Simple Parameter Extraction for Short Channel FET Current and Delay Models

Joshua Garrett
(Professor Borivoje Nikolic)

Simple, accurate short channel MOSFET current and delay models are useful in low-power digital design for rapidly evaluating the effect of changing transistor width, supply, and threshold voltage. As device channel lengths have scaled, effects such as mobility degradation and velocity saturation have made the Shockley square-law model insufficient for accurate characterization. Two accurate short channel current models have been presented in [1] and [2]. In this research it is shown the second model can be simplified such that only three extracted parameters are necessary to model the velocity saturation and mobility degradation behavior, covering both triode and saturation operating regions, and these parameters can be easily extracted from transistor I-V curves.

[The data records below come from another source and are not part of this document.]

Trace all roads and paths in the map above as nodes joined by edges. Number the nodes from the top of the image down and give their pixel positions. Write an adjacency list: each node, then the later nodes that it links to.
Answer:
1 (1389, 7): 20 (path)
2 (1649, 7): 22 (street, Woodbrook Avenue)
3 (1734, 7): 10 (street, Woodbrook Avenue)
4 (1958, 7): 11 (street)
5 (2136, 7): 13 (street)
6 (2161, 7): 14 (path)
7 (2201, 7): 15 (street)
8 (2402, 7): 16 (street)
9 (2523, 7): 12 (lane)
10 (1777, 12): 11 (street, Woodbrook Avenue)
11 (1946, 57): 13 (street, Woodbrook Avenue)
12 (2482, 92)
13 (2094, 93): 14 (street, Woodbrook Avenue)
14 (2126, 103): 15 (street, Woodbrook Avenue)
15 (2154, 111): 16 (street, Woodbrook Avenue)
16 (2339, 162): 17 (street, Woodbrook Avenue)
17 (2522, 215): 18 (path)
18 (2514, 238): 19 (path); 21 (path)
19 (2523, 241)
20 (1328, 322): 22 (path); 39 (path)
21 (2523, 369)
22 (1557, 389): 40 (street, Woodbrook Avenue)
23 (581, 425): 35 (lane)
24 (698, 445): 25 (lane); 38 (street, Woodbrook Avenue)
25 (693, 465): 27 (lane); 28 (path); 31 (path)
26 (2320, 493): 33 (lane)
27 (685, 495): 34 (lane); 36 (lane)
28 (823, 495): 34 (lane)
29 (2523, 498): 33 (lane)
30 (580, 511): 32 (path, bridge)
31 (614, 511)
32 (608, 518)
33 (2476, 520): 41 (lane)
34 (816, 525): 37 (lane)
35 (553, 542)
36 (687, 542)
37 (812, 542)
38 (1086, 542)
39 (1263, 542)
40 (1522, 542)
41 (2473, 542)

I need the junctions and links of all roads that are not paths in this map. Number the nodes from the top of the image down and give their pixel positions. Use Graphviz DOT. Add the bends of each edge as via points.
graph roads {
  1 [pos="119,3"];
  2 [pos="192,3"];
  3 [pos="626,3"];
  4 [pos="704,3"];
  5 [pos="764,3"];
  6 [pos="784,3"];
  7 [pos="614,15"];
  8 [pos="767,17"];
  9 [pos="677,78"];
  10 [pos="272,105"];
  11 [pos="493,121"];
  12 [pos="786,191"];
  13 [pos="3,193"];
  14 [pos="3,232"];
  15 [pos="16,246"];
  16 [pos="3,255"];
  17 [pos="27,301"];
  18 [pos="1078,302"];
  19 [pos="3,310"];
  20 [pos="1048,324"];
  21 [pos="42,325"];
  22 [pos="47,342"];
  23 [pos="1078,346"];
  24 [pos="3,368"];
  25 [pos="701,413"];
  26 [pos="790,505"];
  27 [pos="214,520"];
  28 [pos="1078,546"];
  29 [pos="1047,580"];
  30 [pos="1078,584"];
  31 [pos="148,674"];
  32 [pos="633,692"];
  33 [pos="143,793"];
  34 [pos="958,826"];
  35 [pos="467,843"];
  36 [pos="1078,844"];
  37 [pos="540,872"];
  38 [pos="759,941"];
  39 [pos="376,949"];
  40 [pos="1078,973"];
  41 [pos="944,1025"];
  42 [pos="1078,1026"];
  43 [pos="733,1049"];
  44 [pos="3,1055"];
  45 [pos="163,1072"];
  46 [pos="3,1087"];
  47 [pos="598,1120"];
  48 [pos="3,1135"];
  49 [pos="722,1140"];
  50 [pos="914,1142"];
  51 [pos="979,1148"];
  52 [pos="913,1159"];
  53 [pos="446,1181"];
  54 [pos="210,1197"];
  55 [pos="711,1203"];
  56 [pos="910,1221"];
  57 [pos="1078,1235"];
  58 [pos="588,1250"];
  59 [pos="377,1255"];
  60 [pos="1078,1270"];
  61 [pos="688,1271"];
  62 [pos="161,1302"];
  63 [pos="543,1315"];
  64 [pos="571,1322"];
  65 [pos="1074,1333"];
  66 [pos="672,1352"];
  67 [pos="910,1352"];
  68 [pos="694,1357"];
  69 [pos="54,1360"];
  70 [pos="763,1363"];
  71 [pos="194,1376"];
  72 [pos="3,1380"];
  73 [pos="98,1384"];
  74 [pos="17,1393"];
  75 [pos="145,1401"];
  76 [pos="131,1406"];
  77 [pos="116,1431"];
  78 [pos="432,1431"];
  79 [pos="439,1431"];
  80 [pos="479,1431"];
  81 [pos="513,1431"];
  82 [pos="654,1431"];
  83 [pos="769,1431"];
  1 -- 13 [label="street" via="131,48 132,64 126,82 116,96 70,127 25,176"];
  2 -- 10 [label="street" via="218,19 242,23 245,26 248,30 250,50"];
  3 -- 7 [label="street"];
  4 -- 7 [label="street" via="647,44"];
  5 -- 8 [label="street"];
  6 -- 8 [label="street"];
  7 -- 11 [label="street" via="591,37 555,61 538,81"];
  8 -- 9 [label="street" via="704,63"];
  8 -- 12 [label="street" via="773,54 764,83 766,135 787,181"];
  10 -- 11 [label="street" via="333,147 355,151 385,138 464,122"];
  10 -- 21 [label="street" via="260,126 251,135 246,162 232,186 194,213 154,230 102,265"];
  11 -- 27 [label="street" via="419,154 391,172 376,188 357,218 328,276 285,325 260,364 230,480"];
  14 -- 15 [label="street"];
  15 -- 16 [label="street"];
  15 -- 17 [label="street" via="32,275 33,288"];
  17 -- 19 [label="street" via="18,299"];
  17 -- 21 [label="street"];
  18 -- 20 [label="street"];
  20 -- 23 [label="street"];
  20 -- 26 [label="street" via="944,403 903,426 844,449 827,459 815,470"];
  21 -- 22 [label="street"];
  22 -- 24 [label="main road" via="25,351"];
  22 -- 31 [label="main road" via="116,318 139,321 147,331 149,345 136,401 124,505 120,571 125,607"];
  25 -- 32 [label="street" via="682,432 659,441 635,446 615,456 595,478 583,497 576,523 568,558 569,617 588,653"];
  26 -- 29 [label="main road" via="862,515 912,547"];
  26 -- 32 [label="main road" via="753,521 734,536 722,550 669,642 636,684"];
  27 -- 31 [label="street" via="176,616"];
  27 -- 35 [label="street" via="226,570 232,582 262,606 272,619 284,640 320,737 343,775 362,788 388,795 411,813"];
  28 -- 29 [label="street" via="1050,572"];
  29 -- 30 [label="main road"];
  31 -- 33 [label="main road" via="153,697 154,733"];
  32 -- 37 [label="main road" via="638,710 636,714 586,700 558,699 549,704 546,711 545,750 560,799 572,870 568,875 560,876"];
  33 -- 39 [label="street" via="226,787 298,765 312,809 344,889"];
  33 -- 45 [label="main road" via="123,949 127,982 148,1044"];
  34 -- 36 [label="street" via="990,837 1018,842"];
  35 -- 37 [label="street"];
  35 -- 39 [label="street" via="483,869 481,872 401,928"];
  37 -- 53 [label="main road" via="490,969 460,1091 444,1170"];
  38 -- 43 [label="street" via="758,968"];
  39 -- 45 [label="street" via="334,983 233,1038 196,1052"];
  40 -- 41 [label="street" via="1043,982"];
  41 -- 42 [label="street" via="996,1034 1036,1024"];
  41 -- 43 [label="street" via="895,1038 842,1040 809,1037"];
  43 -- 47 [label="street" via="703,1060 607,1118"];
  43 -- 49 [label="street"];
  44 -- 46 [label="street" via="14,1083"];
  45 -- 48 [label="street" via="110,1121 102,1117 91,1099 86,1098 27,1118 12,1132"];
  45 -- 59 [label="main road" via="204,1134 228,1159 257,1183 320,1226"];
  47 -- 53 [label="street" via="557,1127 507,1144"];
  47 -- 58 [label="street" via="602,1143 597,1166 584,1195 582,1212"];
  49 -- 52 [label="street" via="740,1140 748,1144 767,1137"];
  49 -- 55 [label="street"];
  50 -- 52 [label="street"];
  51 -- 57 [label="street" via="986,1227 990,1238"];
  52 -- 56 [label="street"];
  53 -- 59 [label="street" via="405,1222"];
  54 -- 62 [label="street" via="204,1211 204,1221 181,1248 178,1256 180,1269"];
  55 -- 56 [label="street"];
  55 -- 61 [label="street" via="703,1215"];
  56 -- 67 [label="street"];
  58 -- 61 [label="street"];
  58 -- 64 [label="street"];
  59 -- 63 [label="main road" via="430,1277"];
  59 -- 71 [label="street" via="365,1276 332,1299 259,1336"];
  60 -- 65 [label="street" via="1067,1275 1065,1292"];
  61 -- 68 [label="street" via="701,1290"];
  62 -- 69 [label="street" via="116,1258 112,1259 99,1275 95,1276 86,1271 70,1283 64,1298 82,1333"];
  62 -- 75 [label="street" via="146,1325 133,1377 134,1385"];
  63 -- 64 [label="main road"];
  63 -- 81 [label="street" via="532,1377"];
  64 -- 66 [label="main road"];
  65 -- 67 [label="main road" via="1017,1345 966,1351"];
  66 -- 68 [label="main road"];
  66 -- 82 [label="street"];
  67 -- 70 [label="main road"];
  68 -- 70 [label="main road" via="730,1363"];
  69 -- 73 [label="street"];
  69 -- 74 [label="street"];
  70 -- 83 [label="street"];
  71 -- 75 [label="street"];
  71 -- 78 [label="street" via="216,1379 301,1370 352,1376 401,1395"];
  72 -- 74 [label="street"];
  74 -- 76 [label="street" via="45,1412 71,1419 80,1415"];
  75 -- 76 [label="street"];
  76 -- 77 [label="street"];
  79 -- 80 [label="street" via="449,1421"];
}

This simplified model is demonstrated both on a commercial 0.13 µm process technology and a simulated 20 nm FinFET technology. Furthermore, it is demonstrated that the form of both models can be used in delay expressions that accurately capture inverter delays across a range of supply voltages and fan-outs.

[1]
T. Sakurai and A. Newton, “Alpha-Power Law MOSFET Model and Its Applications to CMOS Inverter Delay and other Formulas,” IEEE J. Solid-State Circuits, Vol. 25, No. 2, April 1990.
[2]
C. Sodini, P. Ko, and J. Moll, “The Effect of High Fields on MOS Device and Circuit Performance,” IEEE Trans. Electron Devices, Vol. 31, No. 10, October 1984.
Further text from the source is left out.